“São precisas várias campanhas, dentro e fora de Moçambique. Infelizmente a situação atinge uma proporção dramática enorme”, num cenário de “barbárie e crueldade” protagonizado por terroristas que desde 2017 atacam uma das populações mais pobres do mundo.
“Um país na condição em que está Moçambique não pode fazer face ao tamanho daquele drama” sozinho, sublinhou.
A campanha pretende angariar fundos diretamente para a Cáritas, Fundo das Nações Unidas para a Infância (UNICEF) e Oikos, organizações que estão no terreno na resposta humanitária em Cabo Delgado.
O objetivo é atenuar o sofrimento da população que sofre com o terrorismo, um fenómeno global que ainda nenhum país conseguiu vencer, pelo que, “é muito difícil virar esta página”, realçou Mia Couto.
O escritor quer registar as histórias das vítimas por forma a conferir-lhes humanidade e para serem mais que números.
“Para mim é fundamental que [perante] campanhas de solidariedade a nossa postura seja fundada em nomes, em caras, em histórias concretas”, referiu.
Mia Couto traça um paralelo com a Europa: se um ato terrorista vitimasse pessoas em Paris, “no dia seguinte os jornais tinham a história de cada uma delas e da família”.
No caso de Cabo Delgado, lamentou, “parece que esta gente não tem direito a ter a sua história singular, a ter a sua individualidade”.

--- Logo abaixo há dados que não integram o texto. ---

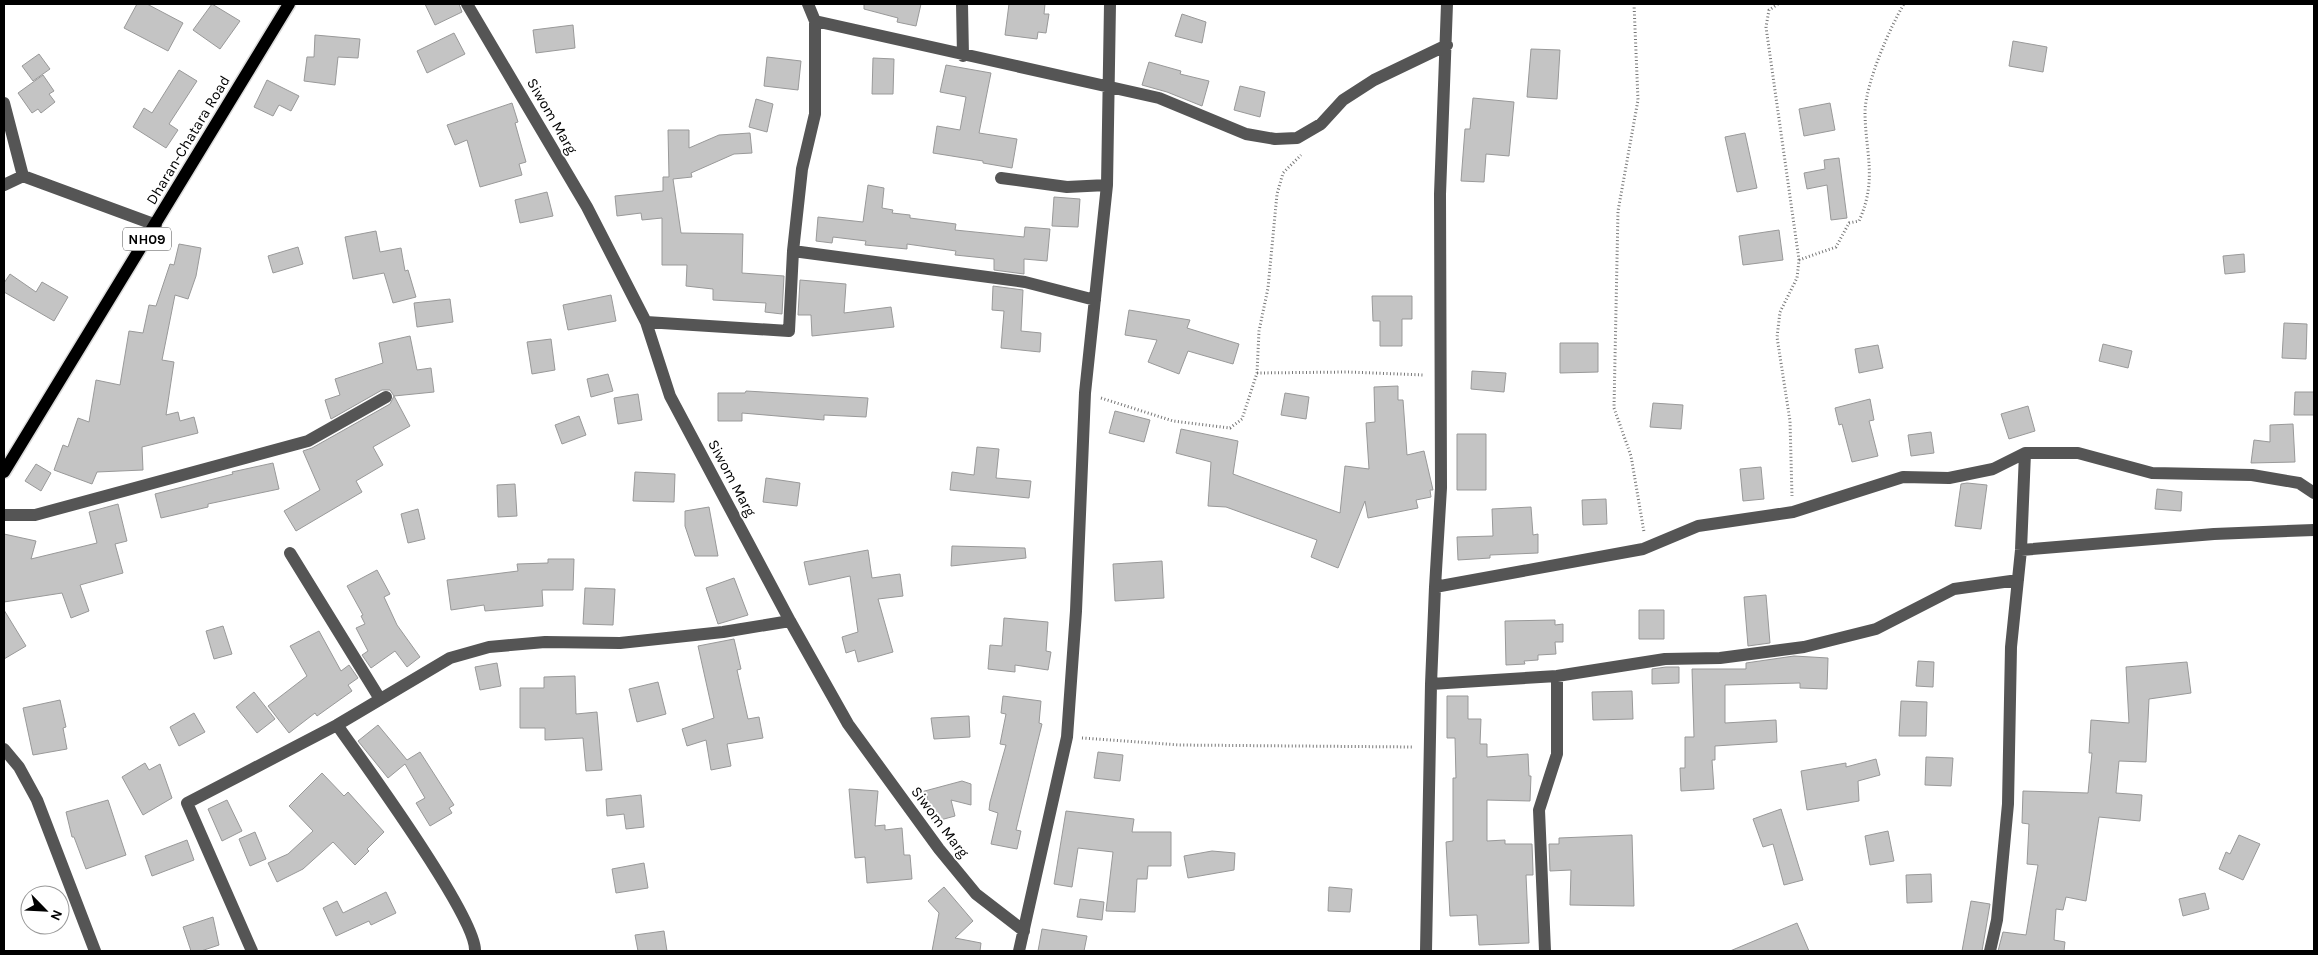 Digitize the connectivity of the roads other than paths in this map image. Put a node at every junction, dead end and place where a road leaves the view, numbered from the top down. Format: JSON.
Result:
{"nodes":[{"id":1,"x":289,"y":4,"type":"edge"},
{"id":2,"x":467,"y":4,"type":"edge"},
{"id":3,"x":808,"y":4,"type":"edge"},
{"id":4,"x":962,"y":4,"type":"edge"},
{"id":5,"x":1110,"y":4,"type":"edge"},
{"id":6,"x":1447,"y":4,"type":"edge"},
{"id":7,"x":815,"y":21,"type":"junction"},
{"id":8,"x":1446,"y":45,"type":"junction"},
{"id":9,"x":963,"y":56,"type":"junction"},
{"id":10,"x":1109,"y":88,"type":"junction"},
{"id":11,"x":4,"y":103,"type":"edge"},
{"id":12,"x":23,"y":176,"type":"junction"},
{"id":13,"x":1001,"y":178,"type":"dead end"},
{"id":14,"x":4,"y":185,"type":"edge"},
{"id":15,"x":1107,"y":186,"type":"junction"},
{"id":16,"x":156,"y":225,"type":"junction"},
{"id":17,"x":793,"y":251,"type":"junction"},
{"id":18,"x":1095,"y":300,"type":"junction"},
{"id":19,"x":646,"y":322,"type":"junction"},
{"id":20,"x":386,"y":397,"type":"dead end"},
{"id":21,"x":2025,"y":453,"type":"junction"},
{"id":22,"x":4,"y":472,"type":"edge"},
{"id":23,"x":2314,"y":493,"type":"edge"},
{"id":24,"x":4,"y":516,"type":"edge"},
{"id":25,"x":2314,"y":530,"type":"edge"},
{"id":26,"x":2021,"y":550,"type":"junction"},
{"id":27,"x":290,"y":554,"type":"dead end"},
{"id":28,"x":2018,"y":580,"type":"junction"},
{"id":29,"x":1435,"y":587,"type":"junction"},
{"id":30,"x":790,"y":621,"type":"junction"},
{"id":31,"x":1556,"y":676,"type":"junction"},
{"id":32,"x":1431,"y":684,"type":"junction"},
{"id":33,"x":380,"y":700,"type":"junction"},
{"id":34,"x":338,"y":725,"type":"junction"},
{"id":35,"x":4,"y":749,"type":"edge"},
{"id":36,"x":1024,"y":931,"type":"junction"},
{"id":37,"x":95,"y":951,"type":"edge"},
{"id":38,"x":252,"y":951,"type":"edge"},
{"id":39,"x":475,"y":951,"type":"edge"},
{"id":40,"x":1019,"y":951,"type":"edge"},
{"id":41,"x":1426,"y":951,"type":"edge"},
{"id":42,"x":1545,"y":951,"type":"edge"},
{"id":43,"x":1990,"y":951,"type":"edge"}],
"edges":[{"from":1,"to":16,"type":"main road","name":"Dharan-Chatara Road","number":"NH09"},
{"from":2,"to":19,"type":"street","name":"Siwom Marg"},
{"from":3,"to":7,"type":"street"},
{"from":4,"to":9,"type":"street"},
{"from":5,"to":10,"type":"street"},
{"from":6,"to":8,"type":"street"},
{"from":7,"to":9,"type":"street"},
{"from":7,"to":17,"type":"street"},
{"from":8,"to":10,"type":"street"},
{"from":8,"to":29,"type":"street"},
{"from":9,"to":10,"type":"street"},
{"from":10,"to":15,"type":"street"},
{"from":11,"to":12,"type":"street"},
{"from":12,"to":14,"type":"street"},
{"from":12,"to":16,"type":"street"},
{"from":13,"to":15,"type":"street"},
{"from":15,"to":18,"type":"street"},
{"from":16,"to":22,"type":"main road","name":"Dharan-Chatara Road","number":"NH09"},
{"from":17,"to":18,"type":"street"},
{"from":17,"to":19,"type":"street"},
{"from":18,"to":36,"type":"street"},
{"from":19,"to":30,"type":"street","name":"Siwom Marg"},
{"from":20,"to":24,"type":"street"},
{"from":21,"to":23,"type":"street"},
{"from":21,"to":26,"type":"street"},
{"from":21,"to":29,"type":"street"},
{"from":25,"to":26,"type":"street"},
{"from":26,"to":28,"type":"street"},
{"from":27,"to":33,"type":"street"},
{"from":28,"to":31,"type":"street"},
{"from":28,"to":43,"type":"street"},
{"from":29,"to":32,"type":"street"},
{"from":30,"to":33,"type":"street"},
{"from":30,"to":36,"type":"street","name":"Siwom Marg"},
{"from":31,"to":32,"type":"street"},
{"from":31,"to":42,"type":"street"},
{"from":32,"to":41,"type":"street"},
{"from":33,"to":34,"type":"street"},
{"from":34,"to":38,"type":"street"},
{"from":34,"to":39,"type":"street"},
{"from":35,"to":37,"type":"street"},
{"from":36,"to":40,"type":"street"}]}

A recolha de testemunhos é um dos objetivos da Fundação Fernando Leite Couto, criada em 2015, em Maputo, em homenagem ao autor, pai de Mia Couto.
“Esta é uma coisa que queremos fazer. Queremos construir essas histórias, mandar para lá uma equipa que possa registar em vídeo e em papel as histórias concretas de famílias que sofreram”, mas especialmente as “histórias de superação”.
A superação é destacada por Mia Couto, “a capacidade enorme de as pessoas resistirem e reconstruirem a sua vida depois das cinzas, depois da morte”.
O terrorismo no norte de Moçambique é tão dramático que provoca um medo para o qual o escritor diz “não estar preparado”, referiu na entrevista à Lusa.
Um medo só comparável ao que sentiu quando dormiu em Palma, numa altura em que havia pessoas a ser devoradas por leões.
Mia Couto exerceu o seu trabalho como biólogo há 19 anos na vila recentemente atacada por rebeldes, num outro tempo, sem estradas, sem projetos de gás a serem construídos.
“Na altura, Palma não tinha um lugar para se ficar” e a tenda era o seu abrigo.
Certa noite, avisaram-no da morte de um homem ali perto e, de lanterna na mão – não havia energia – foi ver o que passava.
Explicaram-lhe que tinha sido morto por um leão.
“Comecei a enfrentar um medo que me era desconhecido. Tinha medo de ter esse medo” que era o de “ser devorado por uma fera” – e da experiência nasceu a sua obra A Confissão da Leoa.
“Volto a revisitar um medo para o qual não estou preparado”, com os relatos dramáticos do ataque a Palma, admitiu, relatando: “Esse terror que é inspirado pela ação desta gente, destes terroristas que atuam em cabo Delgado, faz-me regressar a esse período”.
Na altura, transformou a história de leões que provocaram a morte de várias mulheres da vila, numa ficção, mas agora diz não ser “capaz de ficcionar”.
“Fazia-me falta estar em Palma”, refere, até porque viver um drama “à distância” chega a ser “mais doloroso, porque tudo nos chega em segunda mão, envolto numa névoa”.
Grupos armados aterrorizam Cabo Delgado desde 2017, sendo alguns ataques reclamados pelo grupo ‘jihadista’ Estado Islâmico, numa onda de violência que já provocou mais de 2.500 mortes segundo o projeto de registo de conflitos ACLED e 714.000 deslocados de acordo com o Governo moçambicano.
O mais recente ataque foi feito em 24 de março contra a vila de Palma, provocando dezenas de mortos e feridos, num balanço ainda em curso.
As autoridades moçambicanas recuperaram o controlo da vila, mas o ataque levou a petrolífera Total a abandonar por tempo indeterminado o recinto do projeto de gás com início de produção previsto para 2024 e no qual estão ancoradas muitas das expectativas de crescimento económico de Moçambique na próxima década.